EXERCISE ->
Please retype the records below exactly as they appear, but leave out the pictures.

DATASET RECORDS ->
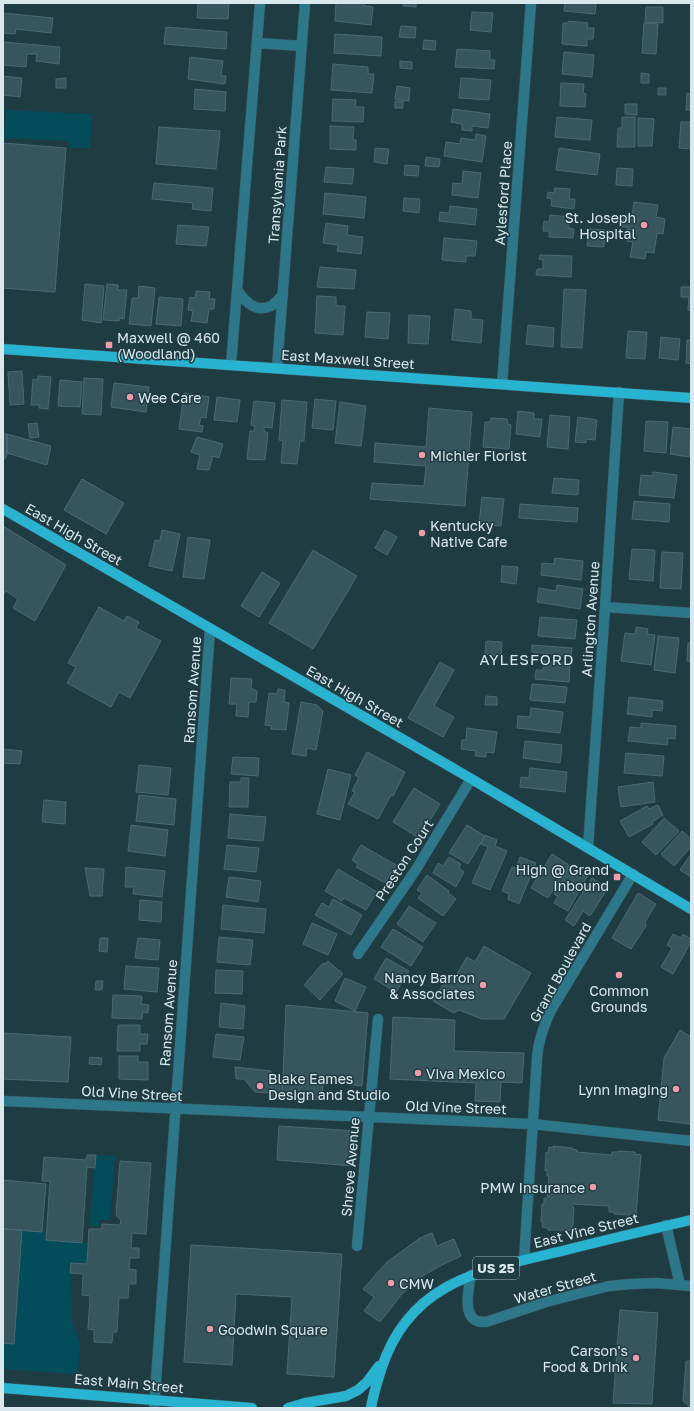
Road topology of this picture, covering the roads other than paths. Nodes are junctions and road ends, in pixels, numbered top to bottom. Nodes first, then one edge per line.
1 (260, 3) edge
2 (305, 3) edge
3 (531, 3) edge
4 (257, 42) junction
5 (302, 46) junction
6 (237, 290) junction
7 (283, 295) junction
8 (3, 349) edge
9 (232, 365) junction
10 (277, 368) junction
11 (502, 384) junction
12 (619, 392) junction
13 (691, 398) edge
14 (3, 509) edge
15 (606, 607) junction
16 (691, 613) edge
17 (210, 629) junction
18 (471, 779) junction
19 (588, 848) junction
20 (633, 874) junction
21 (691, 909) edge
22 (358, 954) dead end
23 (378, 1019) dead end
24 (3, 1101) edge
25 (175, 1109) junction
26 (368, 1117) junction
27 (532, 1124) junction
28 (691, 1141) edge
29 (691, 1220) edge
30 (666, 1225) junction
31 (357, 1246) dead end
32 (524, 1260) junction
33 (471, 1275) junction
34 (680, 1285) junction
35 (691, 1286) edge
36 (384, 1360) junction
37 (3, 1388) edge
38 (154, 1404) edge
39 (252, 1408) edge
40 (288, 1408) edge
41 (371, 1408) edge

1 - 4 street
2 - 5 street, Transylvania Park
3 - 11 street, Aylesford Place
4 - 5 street
4 - 6 street
5 - 7 street, Transylvania Park
6 - 7 street
6 - 9 street
7 - 10 street, Transylvania Park
8 - 9 main road, East Maxwell Street
9 - 10 main road, East Maxwell Street
10 - 11 main road, East Maxwell Street
11 - 12 main road, East Maxwell Street
12 - 13 main road, East Maxwell Street
12 - 15 street, Arlington Avenue
14 - 17 main road, East High Street
15 - 16 street
15 - 19 street, Arlington Avenue
17 - 18 main road, East High Street
17 - 25 street, Ransom Avenue
18 - 19 main road, East High Street
18 - 22 street, Preston Court
19 - 20 main road, East High Street
20 - 21 main road, East High Street
20 - 27 street, Grand Boulevard
23 - 26 street, Shreve Avenue
24 - 25 street, Old Vine Street
25 - 26 street, Old Vine Street
25 - 38 street, Ransom Avenue
26 - 27 street, Old Vine Street
26 - 31 street, Shreve Avenue
27 - 28 street, Old Vine Street
27 - 32 street, Grand Boulevard
29 - 30 main road, East Vine Street / US 25
30 - 32 main road, East Vine Street / US 25
30 - 34 street
32 - 33 main road, East Vine Street / US 25
33 - 34 street, Water Street
33 - 36 main road, East Vine Street / US 25
34 - 35 street, Water Street
36 - 40 main road, East Vine Street
36 - 41 main road, East Vine Street / US 25
37 - 38 main road, East Main Street
38 - 39 main road, East Main Street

SOLUTION TO THE PROBLEM ->
Road topology of this picture, covering the roads other than paths. Nodes are junctions and road ends, in pixels, numbered top to bottom. Nodes first, then one edge per line.
1 (260, 3) edge
2 (305, 3) edge
3 (531, 3) edge
4 (257, 42) junction
5 (302, 46) junction
6 (237, 290) junction
7 (283, 295) junction
8 (3, 349) edge
9 (232, 365) junction
10 (277, 368) junction
11 (502, 384) junction
12 (619, 392) junction
13 (691, 398) edge
14 (3, 509) edge
15 (606, 607) junction
16 (691, 613) edge
17 (210, 629) junction
18 (471, 779) junction
19 (588, 848) junction
20 (633, 874) junction
21 (691, 909) edge
22 (358, 954) dead end
23 (378, 1019) dead end
24 (3, 1101) edge
25 (175, 1109) junction
26 (368, 1117) junction
27 (532, 1124) junction
28 (691, 1141) edge
29 (691, 1220) edge
30 (666, 1225) junction
31 (357, 1246) dead end
32 (524, 1260) junction
33 (471, 1275) junction
34 (680, 1285) junction
35 (691, 1286) edge
36 (384, 1360) junction
37 (3, 1388) edge
38 (154, 1404) edge
39 (252, 1408) edge
40 (288, 1408) edge
41 (371, 1408) edge

1 - 4 street
2 - 5 street, Transylvania Park
3 - 11 street, Aylesford Place
4 - 5 street
4 - 6 street
5 - 7 street, Transylvania Park
6 - 7 street
6 - 9 street
7 - 10 street, Transylvania Park
8 - 9 main road, East Maxwell Street
9 - 10 main road, East Maxwell Street
10 - 11 main road, East Maxwell Street
11 - 12 main road, East Maxwell Street
12 - 13 main road, East Maxwell Street
12 - 15 street, Arlington Avenue
14 - 17 main road, East High Street
15 - 16 street
15 - 19 street, Arlington Avenue
17 - 18 main road, East High Street
17 - 25 street, Ransom Avenue
18 - 19 main road, East High Street
18 - 22 street, Preston Court
19 - 20 main road, East High Street
20 - 21 main road, East High Street
20 - 27 street, Grand Boulevard
23 - 26 street, Shreve Avenue
24 - 25 street, Old Vine Street
25 - 26 street, Old Vine Street
25 - 38 street, Ransom Avenue
26 - 27 street, Old Vine Street
26 - 31 street, Shreve Avenue
27 - 28 street, Old Vine Street
27 - 32 street, Grand Boulevard
29 - 30 main road, East Vine Street / US 25
30 - 32 main road, East Vine Street / US 25
30 - 34 street
32 - 33 main road, East Vine Street / US 25
33 - 34 street, Water Street
33 - 36 main road, East Vine Street / US 25
34 - 35 street, Water Street
36 - 40 main road, East Vine Street
36 - 41 main road, East Vine Street / US 25
37 - 38 main road, East Main Street
38 - 39 main road, East Main Street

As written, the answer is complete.